Aetna's specific coverage criteria for soliris mg are defined in its own published medical/coverage policy and the FDA-approved prescribing label. A successful appeal documents that your medical records satisfy each criterion those sources list — confirmed diagnosis, any required prior treatments (with dates and outcomes), and clinical severity. If the exact criteria weren't included with your denial, request them in writing; your appeal then maps each requirement to the matching fact in your chart.

## Why Aetna Denied Soliris (Eculizumab) for Medical Necessity

A medical-necessity denial from Aetna means the plan's reviewer determined that Soliris (eculizumab) was not proven to be necessary, appropriate, and consistent with accepted standards of medical practice for your specific clinical situation. For Soliris — a complement-inhibitor used in serious rare diseases — this denial most often results from insufficient clinical documentation in the submitted record, a mismatch between the documented severity of disease and the plan's coverage threshold, or an incomplete prior-authorization package that failed to address each of the insurer's criteria.
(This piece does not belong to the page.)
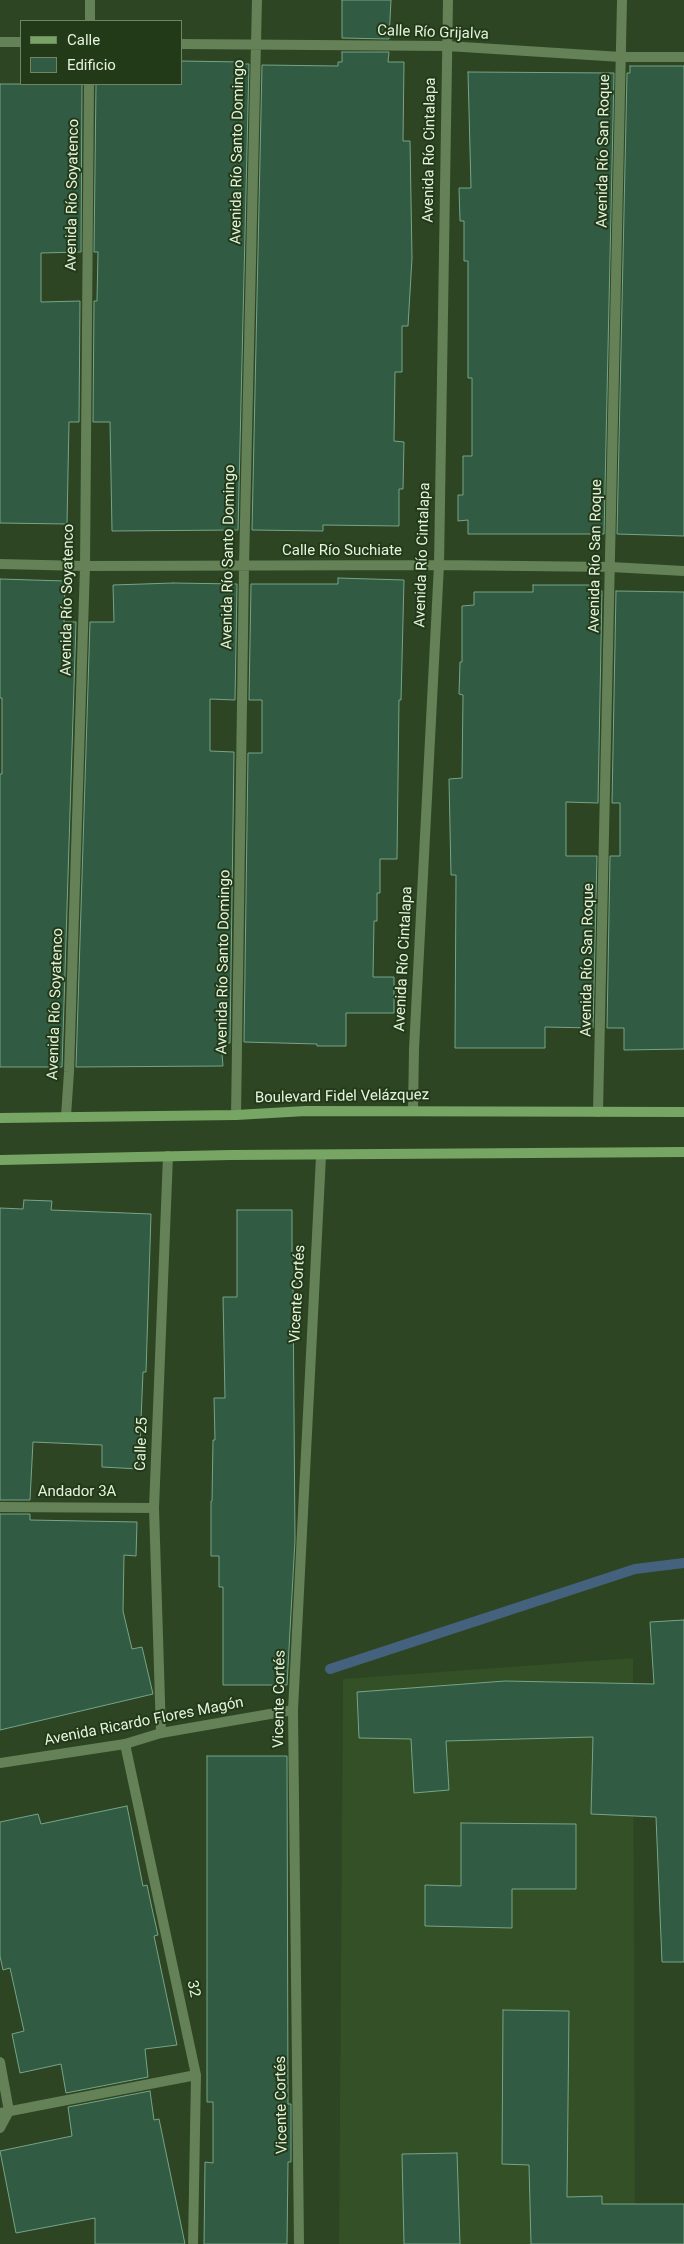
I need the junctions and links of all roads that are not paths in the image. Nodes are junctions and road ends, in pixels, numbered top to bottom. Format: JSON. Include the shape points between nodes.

Because the underlying conditions treated by Soliris can be life-threatening, this denial is both legally and clinically contestable.

## Federal Appeal Framework

• Internal appeal (ERISA §503 / ACA §2719): Plans must provide a full-and-fair internal review. You generally have 180 days from the denial notice to file.
• External review (ACA §2719): If the internal appeal fails, you are entitled to independent external review. The request window is approximately four months from final internal denial. Expedited review is available if your condition is urgent or if delay would seriously jeopardize your health.

## Appeal Process and Timeline

1. Request the complete denial letter, the specific coverage criteria used, and the name and specialty of the reviewing clinician. 2. Have your treating specialist review Aetna's criteria and prepare a point-by-point rebuttal letter. 3. Submit the internal appeal with all supporting documentation simultaneously. 4. If denied, file for external review promptly — request expedited if the clinical situation warrants.

## Documentation to Gather

• Diagnosis confirmation: Specialist-authored records, laboratory findings, imaging, and pathology that firmly establish the diagnosis and its severity, using terminology that matches the plan's coverage criteria.
• Clinical severity documentation: Chart notes, functional assessments, and objective markers (lab trends, imaging results) demonstrating the degree of illness and the urgency of treatment.
• Prior-treatment history: A chronological list of all prior treatments for this condition with start/stop dates, doses (obtained from your pharmacy record or chart), and documented outcomes — including why each was discontinued or deemed inadequate.
• Prescriber medical-necessity letter: A detailed letter from the treating specialist explaining the pathophysiology, the clinical necessity of complement inhibition, and why Soliris is the appropriate agent, referencing the applicable specialist society guidelines by organization name.

## Criteria-Mapping Structure

Obtain Aetna's clinical policy bulletin for Soliris. List every coverage criterion in a table. For each criterion, provide the exact corresponding fact from the medical record — the chart date, the lab value, the specialist note. Do not leave any criterion unanswered. Confirm that all dosing, eligibility thresholds, and specific clinical requirements align with what the FDA-approved prescribing label and Aetna's own policy specify; do not rely on third-party summaries for these numbers.